Хотя сам Деррида считает, что ритм поездок и приглашений «становится нелепым», так что «с этим нужно кончать»[466], лекции и курсы за границей только начинаются. Его имя становится все более известным, а статьи о его работах начинают выходить в разных странах, в частности в престижном издании Times Literary Supplement. Наиболее конкретное предложение приходит из Германии. Сэмюэль Вебер, который познакомился с работами Деррида два года назад благодаря Полю де Ману, теперь преподает в Свободном университете в Берлине. Петер Сонди, руководитель факультета, поручил ему семинар по структуралистской литературной критике, и он очень надеется, что Деррида прочтет на нем лекцию. «Будучи большим почитателем ваших работ, я уверен, что вы найдете в Германии большую и значительную аудиторию». Он убежден, что мысль Деррида могла бы оказать «весьма благоприятное влияние на развитие гуманитарных наук в Германии»[467].
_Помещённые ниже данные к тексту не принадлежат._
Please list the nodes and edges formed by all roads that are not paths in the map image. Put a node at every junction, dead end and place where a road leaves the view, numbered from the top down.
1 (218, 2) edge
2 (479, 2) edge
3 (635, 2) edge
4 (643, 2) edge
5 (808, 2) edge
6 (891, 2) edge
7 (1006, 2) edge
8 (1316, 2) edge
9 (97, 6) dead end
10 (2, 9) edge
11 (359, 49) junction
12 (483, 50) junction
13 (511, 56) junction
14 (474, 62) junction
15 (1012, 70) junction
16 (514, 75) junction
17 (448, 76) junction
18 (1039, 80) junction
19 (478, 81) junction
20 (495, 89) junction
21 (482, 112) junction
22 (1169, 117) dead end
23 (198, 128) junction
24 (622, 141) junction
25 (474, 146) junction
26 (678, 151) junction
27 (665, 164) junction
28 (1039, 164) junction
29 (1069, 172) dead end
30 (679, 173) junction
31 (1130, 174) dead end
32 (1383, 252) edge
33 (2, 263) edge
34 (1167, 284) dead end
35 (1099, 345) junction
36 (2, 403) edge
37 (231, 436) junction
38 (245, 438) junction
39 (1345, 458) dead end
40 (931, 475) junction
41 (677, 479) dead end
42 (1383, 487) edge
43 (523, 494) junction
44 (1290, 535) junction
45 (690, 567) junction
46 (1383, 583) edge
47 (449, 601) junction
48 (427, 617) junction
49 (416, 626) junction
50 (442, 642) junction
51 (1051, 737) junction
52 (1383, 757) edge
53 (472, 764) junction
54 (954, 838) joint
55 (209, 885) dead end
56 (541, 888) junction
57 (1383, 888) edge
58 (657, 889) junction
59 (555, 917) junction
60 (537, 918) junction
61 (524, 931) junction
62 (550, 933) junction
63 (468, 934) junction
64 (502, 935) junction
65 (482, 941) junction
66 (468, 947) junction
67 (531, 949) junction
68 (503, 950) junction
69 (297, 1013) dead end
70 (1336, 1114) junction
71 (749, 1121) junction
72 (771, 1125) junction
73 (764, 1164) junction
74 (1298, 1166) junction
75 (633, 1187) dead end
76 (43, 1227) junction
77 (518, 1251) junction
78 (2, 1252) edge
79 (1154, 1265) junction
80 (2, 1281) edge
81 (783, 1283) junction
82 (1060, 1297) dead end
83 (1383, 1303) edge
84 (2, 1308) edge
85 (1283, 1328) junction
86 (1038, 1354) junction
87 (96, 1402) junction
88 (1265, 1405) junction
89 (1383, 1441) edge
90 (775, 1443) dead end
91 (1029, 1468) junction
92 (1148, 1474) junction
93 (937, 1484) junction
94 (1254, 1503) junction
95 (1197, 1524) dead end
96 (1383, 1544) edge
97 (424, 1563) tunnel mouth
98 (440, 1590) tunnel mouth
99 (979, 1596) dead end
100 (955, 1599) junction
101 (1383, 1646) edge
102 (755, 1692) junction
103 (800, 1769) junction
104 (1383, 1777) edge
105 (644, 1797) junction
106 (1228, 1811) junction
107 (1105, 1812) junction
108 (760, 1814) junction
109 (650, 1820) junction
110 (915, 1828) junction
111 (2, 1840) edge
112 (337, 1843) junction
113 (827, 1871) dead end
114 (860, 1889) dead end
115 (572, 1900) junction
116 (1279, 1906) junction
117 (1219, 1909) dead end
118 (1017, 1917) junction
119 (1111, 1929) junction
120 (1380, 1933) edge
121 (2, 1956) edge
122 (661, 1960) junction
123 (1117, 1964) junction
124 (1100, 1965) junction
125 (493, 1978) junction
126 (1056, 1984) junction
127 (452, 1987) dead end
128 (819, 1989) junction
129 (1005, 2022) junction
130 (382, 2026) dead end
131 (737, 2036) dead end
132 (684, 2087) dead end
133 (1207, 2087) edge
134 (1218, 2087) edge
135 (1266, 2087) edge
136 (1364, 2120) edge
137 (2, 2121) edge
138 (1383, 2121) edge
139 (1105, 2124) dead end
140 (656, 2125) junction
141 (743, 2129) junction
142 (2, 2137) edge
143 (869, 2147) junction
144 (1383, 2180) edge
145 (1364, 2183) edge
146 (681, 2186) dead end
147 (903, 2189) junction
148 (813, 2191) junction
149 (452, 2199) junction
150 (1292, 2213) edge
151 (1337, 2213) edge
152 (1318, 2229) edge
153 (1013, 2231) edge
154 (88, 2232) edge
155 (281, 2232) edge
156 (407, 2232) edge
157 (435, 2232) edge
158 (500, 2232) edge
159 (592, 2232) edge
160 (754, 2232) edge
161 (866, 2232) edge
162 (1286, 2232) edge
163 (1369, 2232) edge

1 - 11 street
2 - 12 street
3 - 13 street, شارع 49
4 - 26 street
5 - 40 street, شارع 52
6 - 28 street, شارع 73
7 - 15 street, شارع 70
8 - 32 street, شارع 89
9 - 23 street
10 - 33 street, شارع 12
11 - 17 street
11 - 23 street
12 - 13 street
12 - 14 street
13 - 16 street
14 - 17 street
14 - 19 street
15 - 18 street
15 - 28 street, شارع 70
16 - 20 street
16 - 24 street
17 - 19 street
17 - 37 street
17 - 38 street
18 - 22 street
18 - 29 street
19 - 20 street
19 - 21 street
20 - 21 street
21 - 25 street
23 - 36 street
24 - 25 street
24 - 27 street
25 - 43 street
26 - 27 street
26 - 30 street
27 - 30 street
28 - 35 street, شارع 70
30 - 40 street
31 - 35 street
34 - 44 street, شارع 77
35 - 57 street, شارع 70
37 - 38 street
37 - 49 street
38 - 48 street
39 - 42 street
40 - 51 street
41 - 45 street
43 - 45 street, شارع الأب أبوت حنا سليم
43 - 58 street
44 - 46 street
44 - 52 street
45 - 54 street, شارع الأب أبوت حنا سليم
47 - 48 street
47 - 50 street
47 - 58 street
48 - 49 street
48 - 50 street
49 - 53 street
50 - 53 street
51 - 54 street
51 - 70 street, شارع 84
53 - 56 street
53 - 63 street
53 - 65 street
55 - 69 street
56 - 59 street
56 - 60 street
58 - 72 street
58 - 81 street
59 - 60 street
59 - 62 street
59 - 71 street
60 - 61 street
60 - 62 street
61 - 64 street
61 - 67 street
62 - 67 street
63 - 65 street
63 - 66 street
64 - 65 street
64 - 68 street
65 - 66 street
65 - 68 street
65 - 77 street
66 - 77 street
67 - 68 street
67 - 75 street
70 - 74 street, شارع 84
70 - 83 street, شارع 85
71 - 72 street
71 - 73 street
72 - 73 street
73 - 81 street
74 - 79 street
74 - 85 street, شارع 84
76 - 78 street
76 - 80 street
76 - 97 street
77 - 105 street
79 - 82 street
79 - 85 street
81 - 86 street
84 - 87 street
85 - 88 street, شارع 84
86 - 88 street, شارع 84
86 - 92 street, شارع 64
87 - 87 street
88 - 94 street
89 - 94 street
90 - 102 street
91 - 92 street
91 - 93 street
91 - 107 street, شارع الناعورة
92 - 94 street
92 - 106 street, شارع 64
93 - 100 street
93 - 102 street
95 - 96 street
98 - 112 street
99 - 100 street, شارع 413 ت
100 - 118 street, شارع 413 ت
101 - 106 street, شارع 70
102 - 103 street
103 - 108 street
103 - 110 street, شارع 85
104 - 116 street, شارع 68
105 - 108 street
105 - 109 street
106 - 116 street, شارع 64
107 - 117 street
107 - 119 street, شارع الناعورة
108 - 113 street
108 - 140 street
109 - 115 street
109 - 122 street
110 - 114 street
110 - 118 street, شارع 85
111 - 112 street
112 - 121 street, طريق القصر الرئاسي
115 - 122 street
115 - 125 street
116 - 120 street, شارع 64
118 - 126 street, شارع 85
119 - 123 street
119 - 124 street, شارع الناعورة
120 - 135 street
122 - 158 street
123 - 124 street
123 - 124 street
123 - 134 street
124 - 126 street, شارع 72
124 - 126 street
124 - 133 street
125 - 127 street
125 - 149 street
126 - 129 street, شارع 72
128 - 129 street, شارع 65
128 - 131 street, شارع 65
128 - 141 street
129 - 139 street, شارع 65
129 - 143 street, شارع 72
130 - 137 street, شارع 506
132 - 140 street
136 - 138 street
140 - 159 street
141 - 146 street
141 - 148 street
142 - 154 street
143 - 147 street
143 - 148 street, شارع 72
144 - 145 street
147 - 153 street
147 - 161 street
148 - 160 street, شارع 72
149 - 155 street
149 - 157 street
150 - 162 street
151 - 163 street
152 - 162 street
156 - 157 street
Некоторое время спустя первый визит Деррида в Берлин становится поводом для симптоматичного недоразумения. Сэм Вебер приезжает встретить его в небольшой аэропорт Берлин-Тегель, расположенный за пределами города. Одна подруга Вебера, которая уже видела Деррида раньше, описала его как «невысокого парня в черной куртке». Но, вероятно, определенную роль в том фантастическом образе Деррида, который сложился у Сэма Вебера, должно было сыграть и прочтение его первых текстов: «Я представлял себе какого-то революционера. В зале аэропорта я обнаруживаю красивого человека, немного похожего на Витторио Гассмана, в вельветовой рубашке с широким вырезом и со стопкой иллюстрированных журналов под мышкой. Я говорю себе: „Вот как выглядит философ будущего“. Подхожу к нему, здороваюсь; он благодарит меня за то, что я приехал его встретить, и мы идем к моей малолитражке с откидным верхом. Его первый вопрос меня немного удивил: „А в отеле есть бассейн?“ Это произвело на меня впечатление, и я подумал: „Вот это настоящая постфилософия!“ Но я ответил ему, немного смутившись, что у него, вероятно, не будет времени сходить в бассейн перед лекцией. „Какой лекцией? – спрашивает меня мой собеседник. – Я приехал снимать фильм. Я продюсер“. Поняв наконец, что это недоразумение, я обернулся и заметил перед зданием аэропорта господина в сером костюме, потерянного и неловкого, который тщетно пытался поймать такси. Деррида – настоящий Деррида – поднял глаза, посмотрел на меня, потом на моего пассажира, которого ситуация сильно рассмешила, и понял, что произошла ошибка. Немного позже он спросил меня, как я мог спутать его с этим человеком. „Ну… вы знаете, насилие метафизики…“ – сказал я ему. На что он мне раздраженно ответил: „Насилие – возможно, но не брутальность же…“ История на этом не закончилась: когда в воскресенье я отвез его в аэропорт, мы увидели ложного Деррида за барной стойкой в окружении нескольких красавиц, которых он, наверное, пригласил в свой фильм. Указав на нас взглядом, он склонился к ним, давясь от смеха, чтобы пересказать случившееся… Собственно, в этот период Деррида был не слишком уверен в себе. Одевался он очень скромно, как классический преподаватель, и ему не хватало легкости в общении. Он стал чувствовать себя раскованнее только со временем, когда придумал для себя публичную маску и своего рода эротический образ, ставший его фирменным знаком»[468].

463





Деррида Ж. Поля философии/пер. с фр. Д. Кралечкина; под ред. В. Кузнецова. С. 24–25.

464

Bulletin de la société française de philosophie. 1968. T. LXIII. P. 109–110. Текст «Различения» вышел осенью 1968 г. одновременно в этом суровом «Бюллетене» и в коллективном сборнике «Теория множества» (Théorie d’ensemble), изданном в издательстве Seuil группой Tel Quel, что стало своего рода симптоматичной провокацией. Две аудитории, но также два абсолютно противоположных мира.

465

См.: Derrida J. Le ruban de machine à écrire // Papier Machine. P. 103–104.

466

Письмо Деррида Анри Бошо, 30 января 1968 г.

467

Письмо Сэмюэля Вебера Деррида, 28 февраля 1968 г.

468

Интервью с Сэмюэлем Вебером. Эта история известна в разных версиях, в том числе в той, что была передана Хайнцем Висманном, у которого «ложный Деррида» оказывается продюсером порнографических фильмов.